В грамоте от 21 мая, разосланной по стране именем царицы Марфы Федоровны, сообщалось, что подлинный Дмитрий был злодейски убит в Угличе по приказу Бориса Годунова, а признать растригу сыном ее заставили Лжедмитриевы посланцы. Подразумевалось, что народ не помнит, что от подозрений в убийстве царевича Годунова «очистил» Василий Шуйский, а во главе посланцев Лжедмитрия к Марфе стоял Михаила Васильевич Шуйский–Скопин! [92]
2 июня по России полетела еще одна, весьма обширная грамота о злодейских замыслах дьявола «и лихих людей, которые всегда Московскому государству хотят разоренья и кроворазлитья». «Бесовский умысел» родился конечно же «по совету с польским королем» для учинения в России «смуты и разоренья», осквернения церквей и убийств.
92
СГГиД.Т.2.№146 и др.
Цитируя документы из архива Лжедмитрия, Шуйский доказывал, что России грозило расчленение. Новгород и Псков отдавались навечно Мнишекам и там утверждалось католичество. Юрий Мнишек на допросе «признавался», что Смоленск и Северская земля должны были отойти польскому королю вместе с царской казной, а вся Русь подлежала окатоличиванию. Словом, злодей «встал противу Богу и хотел въконец государство христианское разорити и стадо Христовых овец в конечную погибель привести».

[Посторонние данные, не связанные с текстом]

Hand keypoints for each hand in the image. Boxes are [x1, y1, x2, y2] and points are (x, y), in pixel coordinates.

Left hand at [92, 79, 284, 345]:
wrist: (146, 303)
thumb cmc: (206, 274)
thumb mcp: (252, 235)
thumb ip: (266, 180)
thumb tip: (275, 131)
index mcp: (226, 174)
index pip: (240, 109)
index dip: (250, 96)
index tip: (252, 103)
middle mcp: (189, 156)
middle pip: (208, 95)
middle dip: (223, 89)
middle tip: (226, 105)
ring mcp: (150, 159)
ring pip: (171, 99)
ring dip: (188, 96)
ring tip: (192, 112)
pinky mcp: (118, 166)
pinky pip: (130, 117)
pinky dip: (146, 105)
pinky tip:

Спасителем России Шуйский без ложной скромности называет себя, воцарившегося «благословением патриарха» (хотя в грамоте от 20 мая, перечисляя архиереев, патриарха вообще не упоминал). Видимо, он уже решил, кто займет этот пост. Решил он и канонизировать «невинно убиенного» царевича Дмитрия: его останки еще путешествовали из Углича в Москву, а царь своей волей произвел царевича в святые и праведные мученики.
Виновной в признании растриги законным наследником престола оказалась… царица Марфа, которую мы, пишет Шуйский, поскольку она действовала по принуждению, «во всем простили» и «умолили» освященный собор просить у Бога милости, дабы Господь «от таковаго великаго греха… душу ея освободил». Грамоту сопровождал обзор переписки Лжедмитрия с Римским папой и его легатом, раскрывающий зловещий заговор Самозванца, папы и иезуитов по истреблению православия и окатоличиванию России [93] .
93
СГТиД. Т. 2. № 147 (в Пермь Великую от 2 июня). Ср.: ААЭ. Т. 2. № 48 (тот же текст, датирован 6 июня).
В августе по городам была отправлена еще одна грамота, в которой бедная царица Марфа слезно винилась перед всеми, начиная с Шуйского, что «терпела вору разстриге, явному алому еретику и чернокнижнику, не обличила его долго; а многая кровь от того богоотступника лилася и разоренье крестьянской вере хотело учинитца…».
Эта грамота, так же как и грамоты от патриарха с освященным собором «и ото всее земли Московского государства», адресовалась в Елец — один из городов, где уже началось то страшное, что грозило всей России и было развязано Шуйским: гражданская война.